From this point on, Honeywell took a solid position. The size of the defense budget and the weapon complexes were decisions that were made by the elected members of Congress.Honeywell appealed to the Honeywell Project and others who had disagreed with this by directing them to talk to their Representatives or to elect someone else. Honeywell took the stand that they would take the orders of the country’s defense needs (Honeywell Ad 1984). Honeywell pronounced, “As long as Honeywell can be a competent, cost effective supplier we will supply the products for which we are called upon” (Honeywell 1985).
Honeywell perceived the Honeywell Project as an organization that had a dubious economic, social and political agenda. They believed the Honeywell Project looked to them as the “immorals” of the country and that its members believed all problems would be solved with the repeal of private property and worker take-over of business. Honeywell viewed the Honeywell Project using them as an emblem to bring notice to their cause (Bachman: 3-5).

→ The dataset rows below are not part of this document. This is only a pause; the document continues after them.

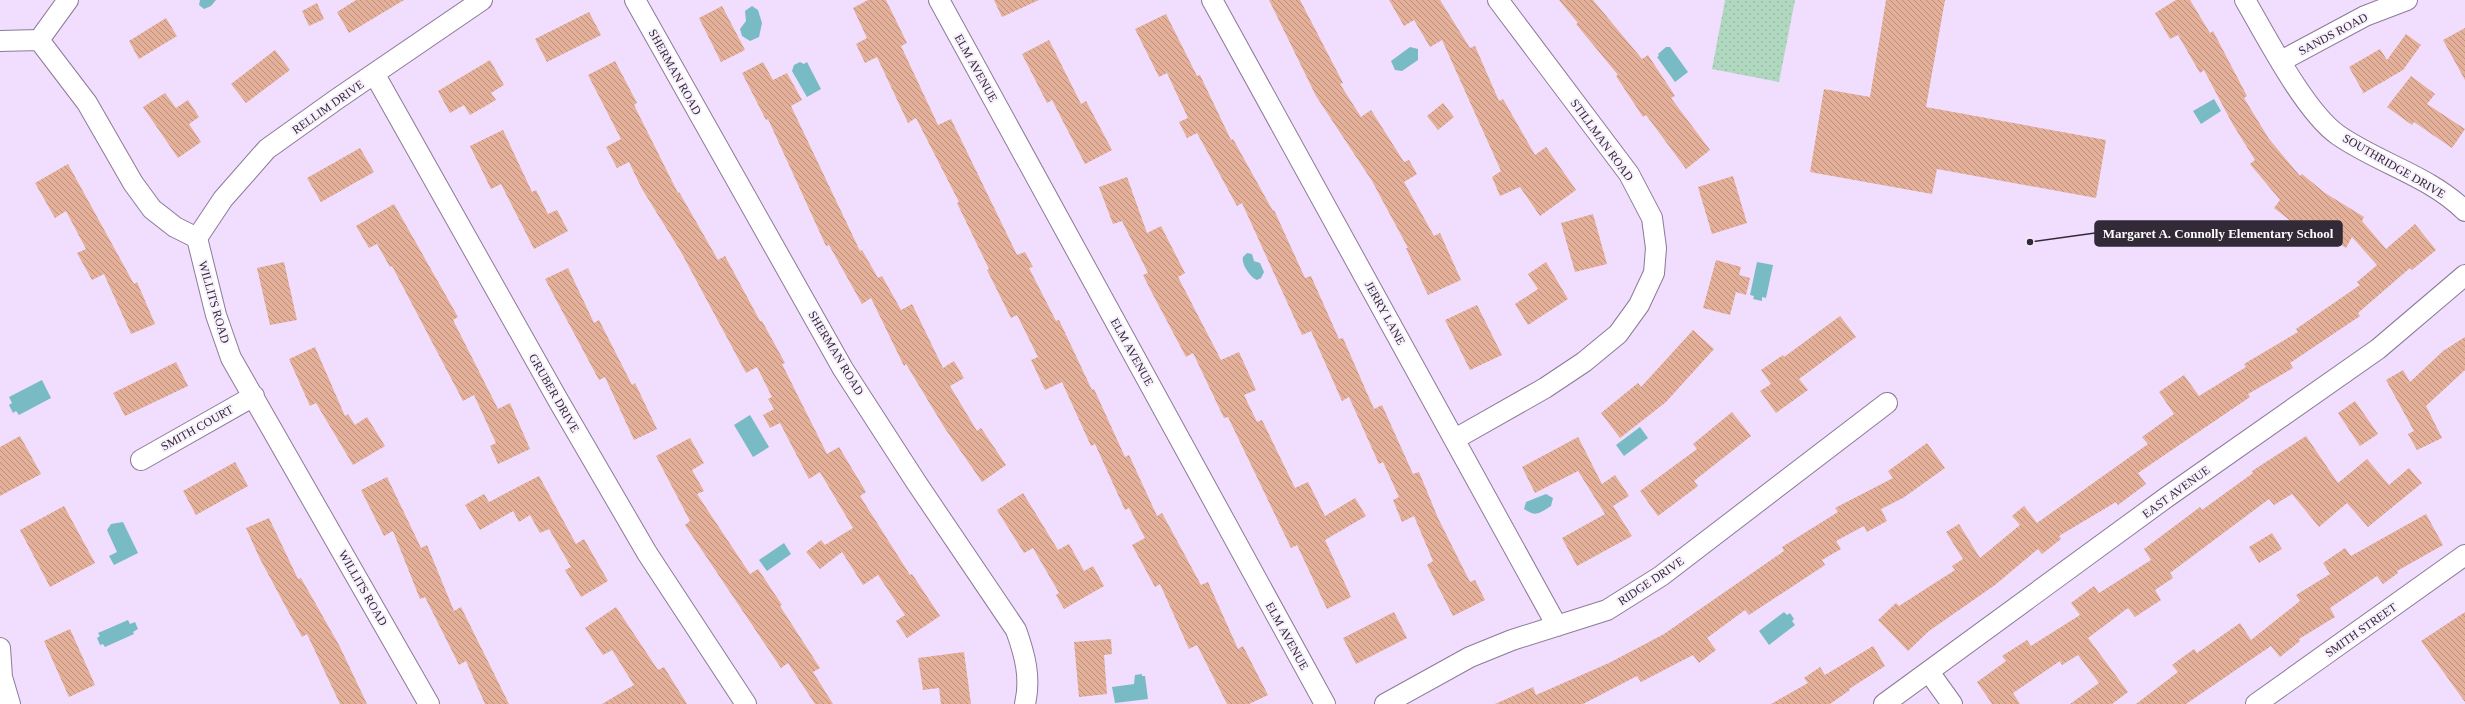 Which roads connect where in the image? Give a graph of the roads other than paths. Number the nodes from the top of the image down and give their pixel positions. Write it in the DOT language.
graph roads {
  1 [pos="68,0"];
  2 [pos="482,0"];
  3 [pos="635,0"];
  4 [pos="939,0"];
  5 [pos="1212,0"];
  6 [pos="1498,0"];
  7 [pos="2245,0"];
  8 [pos="2407,0"];
  9 [pos="39,40"];
  10 [pos="0,41"];
  11 [pos="2281,61"];
  12 [pos="375,75"];
  13 [pos="2465,212"];
  14 [pos="196,238"];
  15 [pos="2465,275"];
  16 [pos="254,396"];
  17 [pos="1888,403"];
  18 [pos="1455,439"];
  19 [pos="141,460"];
  20 [pos="2465,556"];
  21 [pos="1557,626"];
  22 [pos="0,648"];
  23 [pos="1929,672"];
  24 [pos="10,704"];
  25 [pos="429,704"];
  26 [pos="746,704"];
  27 [pos="1025,704"];
  28 [pos="1324,704"];
  29 [pos="1385,704"];
  30 [pos="1884,704"];
  31 [pos="1952,704"];
  32 [pos="2256,704"];
  1 -- 9 [label="street"];
  2 -- 12 [label="street, RELLIM DRIVE"];
  3 -- 27 [label="street, SHERMAN ROAD"];
  4 -- 28 [label="street, ELM AVENUE"];
  5 -- 18 [label="street, JERRY LANE"];
  6 -- 18 [label="street, STILLMAN ROAD"];
  7 -- 11 [label="street, SOUTHRIDGE DRIVE"];
  8 -- 11 [label="street, SANDS ROAD"];
  9 -- 10 [label="street"];
  9 -- 14 [label="street"];
  11 -- 13 [label="street, SOUTHRIDGE DRIVE"];
  12 -- 14 [label="street, RELLIM DRIVE"];
  12 -- 26 [label="street, GRUBER DRIVE"];
  14 -- 16 [label="street, WILLITS ROAD"];
  15 -- 23 [label="street, EAST AVENUE"];
  16 -- 19 [label="street, SMITH COURT"];
  16 -- 25 [label="street, WILLITS ROAD"];
  17 -- 21 [label="street, RIDGE DRIVE"];
  18 -- 21 [label="street, JERRY LANE"];
  20 -- 32 [label="street, SMITH STREET"];
  21 -- 29 [label="street, RIDGE DRIVE"];
  22 -- 24 [label="street"];
  23 -- 30 [label="street, EAST AVENUE"];
  23 -- 31 [label="street"];
} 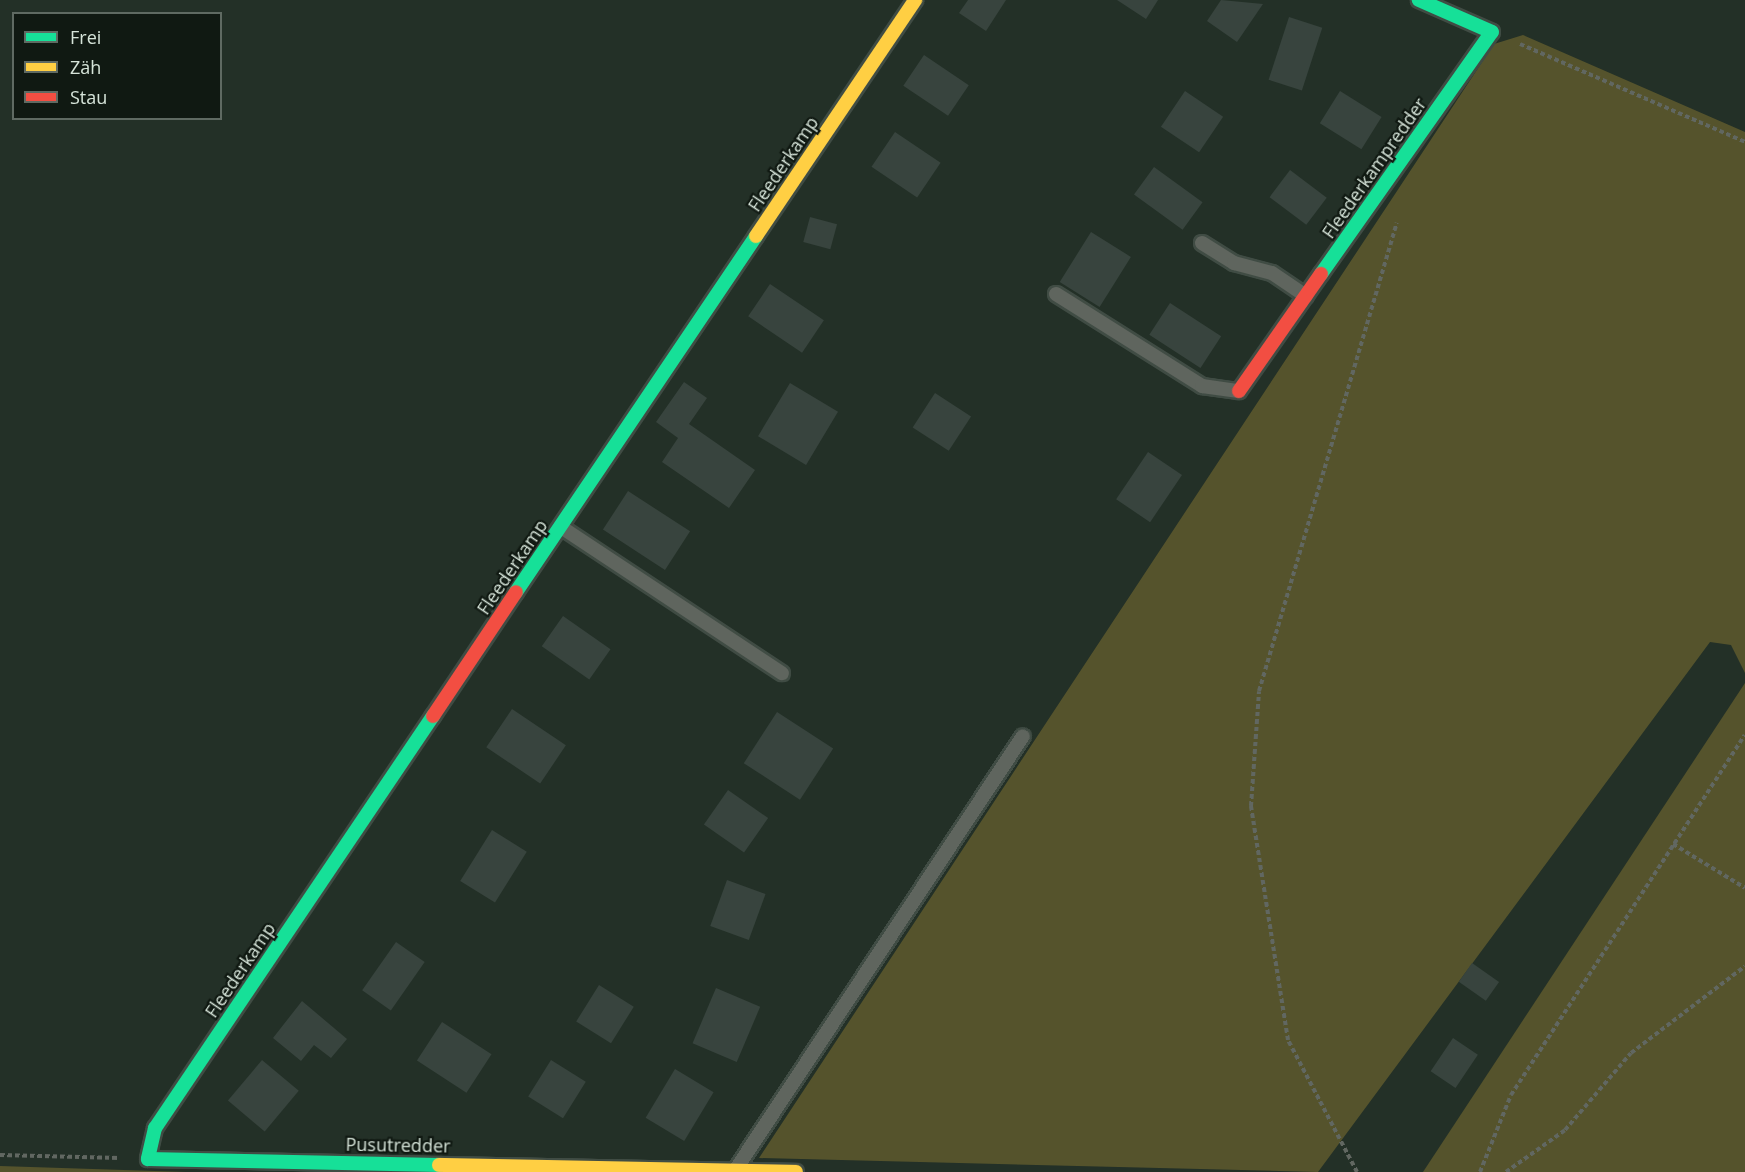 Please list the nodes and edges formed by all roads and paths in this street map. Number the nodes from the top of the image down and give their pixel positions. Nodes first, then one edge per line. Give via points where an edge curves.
1 (915, 0) edge
2 (1419, 0) edge
3 (1492, 32) junction
4 (1745, 142) edge
5 (1400, 215) dead end
6 (1202, 243) dead end
7 (1056, 294) dead end
8 (1306, 296) junction
9 (1239, 391) joint
10 (561, 527) junction
11 (782, 673) dead end
12 (1745, 735) edge
13 (1023, 736) dead end
14 (1672, 844) junction
15 (1745, 888) edge
16 (1745, 966) edge
17 (0, 1155) edge
18 (148, 1159) junction
19 (736, 1169) junction
20 (796, 1172) edge
21 (1357, 1172) edge
22 (1480, 1172) edge
23 (1506, 1172) edge

1 - 10 street, Fleederkamp
2 - 3 street
3 - 4 path
3 - 8 street, Fleederkampredder
5 - 21 path via 1259,691 1251,806 1288,1040
6 - 8 lane via 1234,263 1276,275
7 - 9 lane via 1202,386
8 - 9 street, Fleederkampredder
10 - 11 lane
10 - 18 street, Fleederkamp via 155,1128
12 - 14 path
13 - 19 lane
14 - 15 path
14 - 22 path via 1511,1095
16 - 23 path via 1631,1053 1564,1130
17 - 18 path
18 - 19 street, Pusutredder
19 - 20 street, Pusutredder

However, the Honeywell Project realized while the Honeywell Corporation’s employees were from all socioeconomic classes a small wealthy elite was at the helm. The role of this elite was to produce military weapons which helped to sustain military rule over Southeast Asia and to repress social activism in the United States’ ghettos by providing jobs to residents of these ghettos (Honeywell Project 1972: 1). This would mean the world would be safe for United States business to profit off Third world countries and underdeveloped areas in the United States. With capitalism, moneymaking is the sole consideration. The “bottom line” supersedes any other factor in the pursuit of wealth. It is this detached approach that allows the corporate heads to make those hard decisions. For example, moving a corporation from one area to another in a quest of a cheaper labor market and fewer environmental restrictions makes perfect business sense, but the ramifications it has on the communities involved are overlooked. Instead of wrestling with their conscience, decisions are based solely on the calculated accumulation of capital rather than on the ethical consequences of these actions.